Rabbiner Zsold Balla

gepostet auf 15.03.21

Die Steuer, die die Israeliten für das Heiligtum gaben, war keine Spende, sondern eine Investition

 

Vor etwa einem Jahr berichteten die Medien darüber, dass einer der größten Online‐Shops seinen Mitarbeitern ein besonderes Angebot unterbreitet hatte: Wer bereit war, seinen Arbeitsplatz aufzugeben, sollte bis zu 5000 US‐Dollar erhalten. Ziel des Angebots war es, diejenigen auszusortieren, die nicht wirklich gern in dem Unternehmen arbeiten. Man wollte keine unglücklichen Angestellten.
Der Autor des Berichts stellte fest, dass das Angebot eine noch größere Wirkung auf diejenigen haben kann, die sich fürs Bleiben entscheiden.
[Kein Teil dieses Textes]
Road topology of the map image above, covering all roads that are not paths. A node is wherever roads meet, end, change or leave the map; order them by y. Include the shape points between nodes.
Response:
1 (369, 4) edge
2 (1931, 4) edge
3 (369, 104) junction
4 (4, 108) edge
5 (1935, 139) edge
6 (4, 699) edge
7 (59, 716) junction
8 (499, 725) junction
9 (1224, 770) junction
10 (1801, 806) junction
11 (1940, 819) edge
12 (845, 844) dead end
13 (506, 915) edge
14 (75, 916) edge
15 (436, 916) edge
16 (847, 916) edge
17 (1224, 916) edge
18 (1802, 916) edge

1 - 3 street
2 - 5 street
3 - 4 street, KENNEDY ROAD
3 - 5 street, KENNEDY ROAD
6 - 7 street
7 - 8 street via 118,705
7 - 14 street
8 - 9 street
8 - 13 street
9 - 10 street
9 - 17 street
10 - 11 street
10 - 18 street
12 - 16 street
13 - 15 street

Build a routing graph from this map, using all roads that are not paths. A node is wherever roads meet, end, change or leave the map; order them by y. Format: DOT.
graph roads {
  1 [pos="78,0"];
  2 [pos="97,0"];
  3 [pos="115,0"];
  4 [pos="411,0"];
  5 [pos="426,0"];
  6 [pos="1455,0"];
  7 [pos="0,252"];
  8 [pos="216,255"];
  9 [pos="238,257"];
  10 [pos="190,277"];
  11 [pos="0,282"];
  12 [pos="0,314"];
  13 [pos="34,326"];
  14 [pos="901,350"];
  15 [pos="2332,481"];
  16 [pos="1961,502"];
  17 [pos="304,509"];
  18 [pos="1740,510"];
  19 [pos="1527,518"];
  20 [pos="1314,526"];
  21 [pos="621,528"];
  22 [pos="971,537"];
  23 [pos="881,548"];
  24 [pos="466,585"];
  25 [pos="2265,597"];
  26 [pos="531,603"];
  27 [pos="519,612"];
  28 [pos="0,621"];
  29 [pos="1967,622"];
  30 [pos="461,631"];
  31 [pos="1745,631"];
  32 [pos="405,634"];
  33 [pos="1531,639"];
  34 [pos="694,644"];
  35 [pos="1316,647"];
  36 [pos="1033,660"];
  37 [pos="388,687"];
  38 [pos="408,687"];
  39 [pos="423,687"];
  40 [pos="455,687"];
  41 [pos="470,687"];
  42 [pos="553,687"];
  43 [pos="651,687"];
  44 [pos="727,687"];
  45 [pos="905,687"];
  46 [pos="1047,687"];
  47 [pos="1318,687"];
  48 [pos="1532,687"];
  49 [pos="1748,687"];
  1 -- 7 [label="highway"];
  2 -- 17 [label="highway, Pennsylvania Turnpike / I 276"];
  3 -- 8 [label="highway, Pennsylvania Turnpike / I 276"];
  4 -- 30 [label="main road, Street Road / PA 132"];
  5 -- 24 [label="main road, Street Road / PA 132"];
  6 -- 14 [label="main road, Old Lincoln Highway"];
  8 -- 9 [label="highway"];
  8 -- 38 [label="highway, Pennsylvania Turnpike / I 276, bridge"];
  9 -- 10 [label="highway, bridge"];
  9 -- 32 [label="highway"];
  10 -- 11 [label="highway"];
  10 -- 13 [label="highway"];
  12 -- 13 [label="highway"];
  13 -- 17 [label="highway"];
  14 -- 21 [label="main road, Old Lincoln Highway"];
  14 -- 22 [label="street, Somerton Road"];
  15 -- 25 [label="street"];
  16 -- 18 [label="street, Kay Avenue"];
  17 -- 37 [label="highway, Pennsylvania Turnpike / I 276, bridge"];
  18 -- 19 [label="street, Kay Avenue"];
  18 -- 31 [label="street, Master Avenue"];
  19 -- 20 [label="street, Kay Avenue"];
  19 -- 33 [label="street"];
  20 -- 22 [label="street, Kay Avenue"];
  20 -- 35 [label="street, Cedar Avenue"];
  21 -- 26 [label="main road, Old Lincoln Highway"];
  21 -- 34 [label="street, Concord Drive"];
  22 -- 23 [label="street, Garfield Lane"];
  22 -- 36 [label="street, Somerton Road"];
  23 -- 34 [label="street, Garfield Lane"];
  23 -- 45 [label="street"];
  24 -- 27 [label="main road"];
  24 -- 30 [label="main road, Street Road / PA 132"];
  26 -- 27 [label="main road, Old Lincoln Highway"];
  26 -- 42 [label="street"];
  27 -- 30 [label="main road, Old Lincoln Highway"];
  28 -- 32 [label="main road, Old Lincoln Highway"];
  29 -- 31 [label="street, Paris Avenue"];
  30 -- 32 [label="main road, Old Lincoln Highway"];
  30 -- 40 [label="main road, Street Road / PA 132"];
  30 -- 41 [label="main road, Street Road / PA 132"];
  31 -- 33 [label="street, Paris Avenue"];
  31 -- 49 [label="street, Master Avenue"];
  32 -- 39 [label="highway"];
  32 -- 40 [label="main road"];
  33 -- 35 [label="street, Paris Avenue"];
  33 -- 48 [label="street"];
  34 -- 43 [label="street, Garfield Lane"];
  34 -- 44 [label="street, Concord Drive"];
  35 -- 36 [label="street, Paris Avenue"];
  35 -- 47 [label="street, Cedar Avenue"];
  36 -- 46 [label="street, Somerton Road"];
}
Ian Ayres, Professor an der Yale Law School, schlug vor, dass alle Mitarbeiter, die das Angebot in Betracht zogen, aber sich entschieden haben, zu bleiben, gewissermaßen 5000 Dollar in ihre Karriere bei der Firma investiert haben. So verhelfe das Angebot dem Unternehmen nicht nur, sich unzufriedener Mitarbeiter zu entledigen, sondern es schafft Mitarbeiter, die langfristig in dem Unternehmen Karriere machen wollen.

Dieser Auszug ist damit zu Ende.